Two steps backwards

Careem and Uber have been ordered to come to a screeching halt


Editorial January 31, 2017
PHOTO: CAREEM

Just when it looked as if things were improving in terms of personal transport suddenly there is an abrupt handbrake turn, and the ride-hailing services Careem and Uber have been ordered to come to a screeching halt. At least on the face of it the ban which applies in Lahore and possibly other parts of Punjab as well as Sindh, hinges around a failure by both companies to comply with a range of statutory regulations. These include failing to register private cars for usage other than private transport, a failure of the companies to obtain fitness certificates and route registration — the latter being something as a puzzle as nowhere in the world are vehicles used as taxis required to register the routes they ply.

The emergence of the ride-hailing services wherever they are operating has been welcomed by the travelling public that were hitherto tied to poor public transport systems offering indifferent services and low standards of safety and reliability. They offer door-to-door carriage at affordable rates and after some teething problems were quickly settling to be as revolutionary in Pakistan as they have elsewhere across the globe. Perhaps unsurprisingly Uber and Careem were not welcomed by existing taxi operators which tended to be small one-driver operations using a family owned vehicle — but distinctively coloured and registered under most of the regulations that Sindh and Punjab are now using to hamstring the newcomers.

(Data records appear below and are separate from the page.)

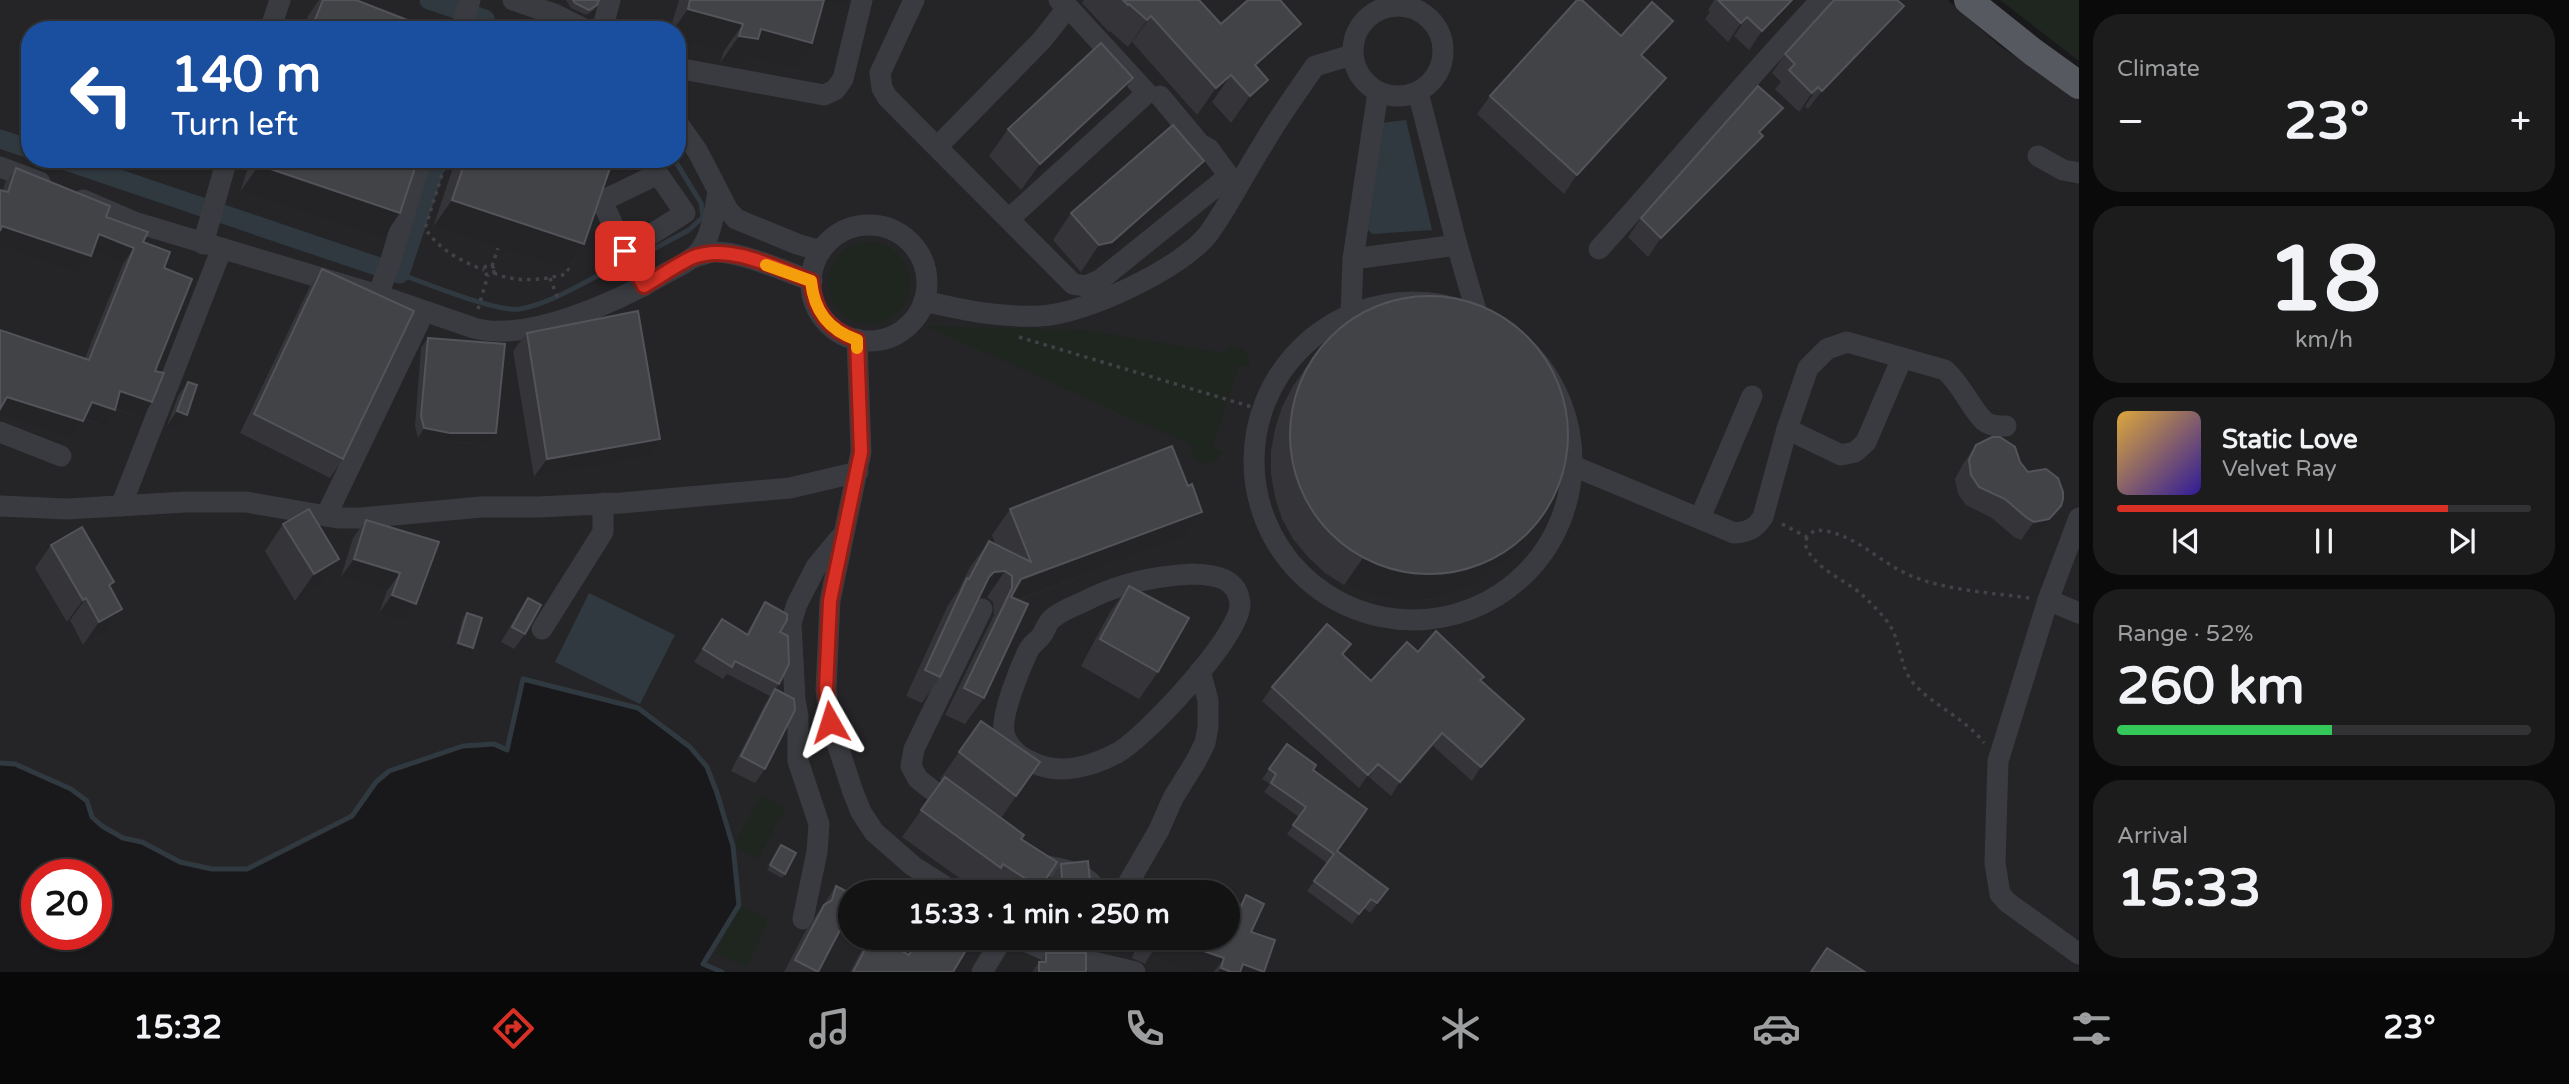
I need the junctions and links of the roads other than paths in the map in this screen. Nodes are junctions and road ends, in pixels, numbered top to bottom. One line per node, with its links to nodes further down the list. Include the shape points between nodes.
1 (280, 0): 11 (lane)
2 (513, 0): 12 (lane)
3 (610, 0): 13 (lane)
4 (862, 0): 15 (lane, via 843,79 824,95)
5 (914, 0): 21 (lane, via 880,73 882,88)
6 (1822, 0): 32 (lane)
7 (1968, 0): 16 (main road)
8 (1063, 3): 21 (lane, via 1042,40); 29 (lane, via 1147,93)
9 (1410, 3): 10 (lane); 18 (lane, via 1430,19 1442,41 1441,65)
10 (1385, 4): 14 (lane, via 1360,25)
11 (273, 21)
12 (567, 21)
13 (604, 21)
14 (1352, 55): 17 (lane, via 1365,83); 27 (lane, via 1315,66)
15 (686, 70)
16 (2079, 85)
17 (1378, 92): 18 (lane, via 1398,96); 36 (lane)
18 (1419, 92): 30 (lane)
19 (1160, 96): 27 (lane)
20 (686, 135): 28 (lane)
21 (938, 146): 29 (lane)
22 (2038, 156): 26 (lane)
23 (0, 167): 31 (lane, via 134,222)
24 (225, 168): 31 (lane, via 211,219)
25 (418, 168): 37 (lane)
26 (2079, 173)
27 (1233, 182): 29 (lane, via 1086,286 1073,284); 40 (lane, via 1202,241 1149,279 1122,292 1042,316 967,312)
28 (718, 192): 33 (lane, via 736,219); 35 (lane, via 707,239)
29 (1009, 219)
30 (1457, 245): 36 (lane); 43 (lane)
31 (213, 246): 37 (lane); 55 (lane)
32 (1599, 249)
33 (821, 251): 38 (lane); 40 (lane, via 853,227 893,230 916,248 923,261 928,284)
34 (628, 258): 39 (lane)
35 (692, 258): 38 (lane, via 713,252 726,254); 39 (lane)
36 (1353, 259): 42 (lane)
37 (385, 278): 41 (lane)
38 (811, 281): 44 (lane, via 825,321)
39 (644, 286): 41 (lane, via 616,301 509,332 474,328)
40 (924, 300): 44 (lane, via 914,319 894,335)
41 (424, 312): 56 (lane)
42 (1351, 314): 43 (lane, via 1392,302 1436,303); 51 (lane, via 1312,337 1282,370 1262,410 1253,464 1263,519 1291,566 1334,601 1386,619 1441,619 1494,599 1536,563 1543,551 1563,515)
43 (1477, 314): 51 (lane, via 1516,338 1547,373 1566,414)
44 (857, 340): 52 (lane)
45 (1902, 358): 47 (lane, via 1945,370 1984,421); 48 (lane, via 1847,342 1827,349 1808,368); 48 (lane, via 1866,442 1855,452 1841,455)
46 (1752, 396): 57 (lane)
47 (2006, 426)
48 (1787, 429): 57 (lane, via 1763,517 1756,527 1734,533)
49 (0, 432): 50 (lane)
50 (61, 456)
51 (1571, 465): 57 (lane)
52 (858, 472): 53 (lane, via 790,488); 59 (lane)
53 (603, 503): 56 (lane, via 481,507 360,518); 63 (lane, via 603,532)
54 (0, 506): 55 (lane)
55 (121, 506): 56 (lane, via 246,502)
56 (326, 516)
57 (1700, 518)
58 (2079, 518): 60 (lane)
59 (842, 535): 67 (lane, via 827,644 830,722 861,812 874,832); 70 (lane, via 817,566 791,623 798,761 819,824)
60 (2048, 600): 62 (lane); 73 (lane, via 1998,761 1995,863 2000,894 2007,902)
61 (982, 609): 65 (lane, via 914,749 911,766 918,779)
62 (2079, 613)
63 (542, 629)
64 (1199, 671): 64 (lane, via 1140,736 1117,753 1090,764 1049,769 1023,758 1007,742 1003,729 1010,697 1028,649 1049,620 1119,586 1192,575 1229,581 1239,598 1239,613); 69 (lane, via 1208,700 1205,743)
65 (970, 820)
66 (1012, 850): 68 (lane, via 1035,864 1069,870)
67 (935, 880)
68 (1088, 880)
69 (1130, 880)
70 (803, 919)
71 (996, 950): 74 (lane)
72 (1045, 950): 75 (lane)
73 (2079, 954)
74 (982, 972)
75 (1135, 972)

In the latest development it appears there may be some confusion about the order, at least in Punjab where Uber has had positive interactions with organs of governance and the banking sector and long-term plans were being made with Bank of Punjab to bring 50,000 green and yellow cabs on to the Uber platform. In a country that has a ramshackle public transport sector especially in the cities, ride-hailing is a logical development going hand in hand with the growing ubiquity of smart technologies and their affordability. Let us hope that common sense will quickly prevail.

Published in The Express Tribune, February 1st, 2017.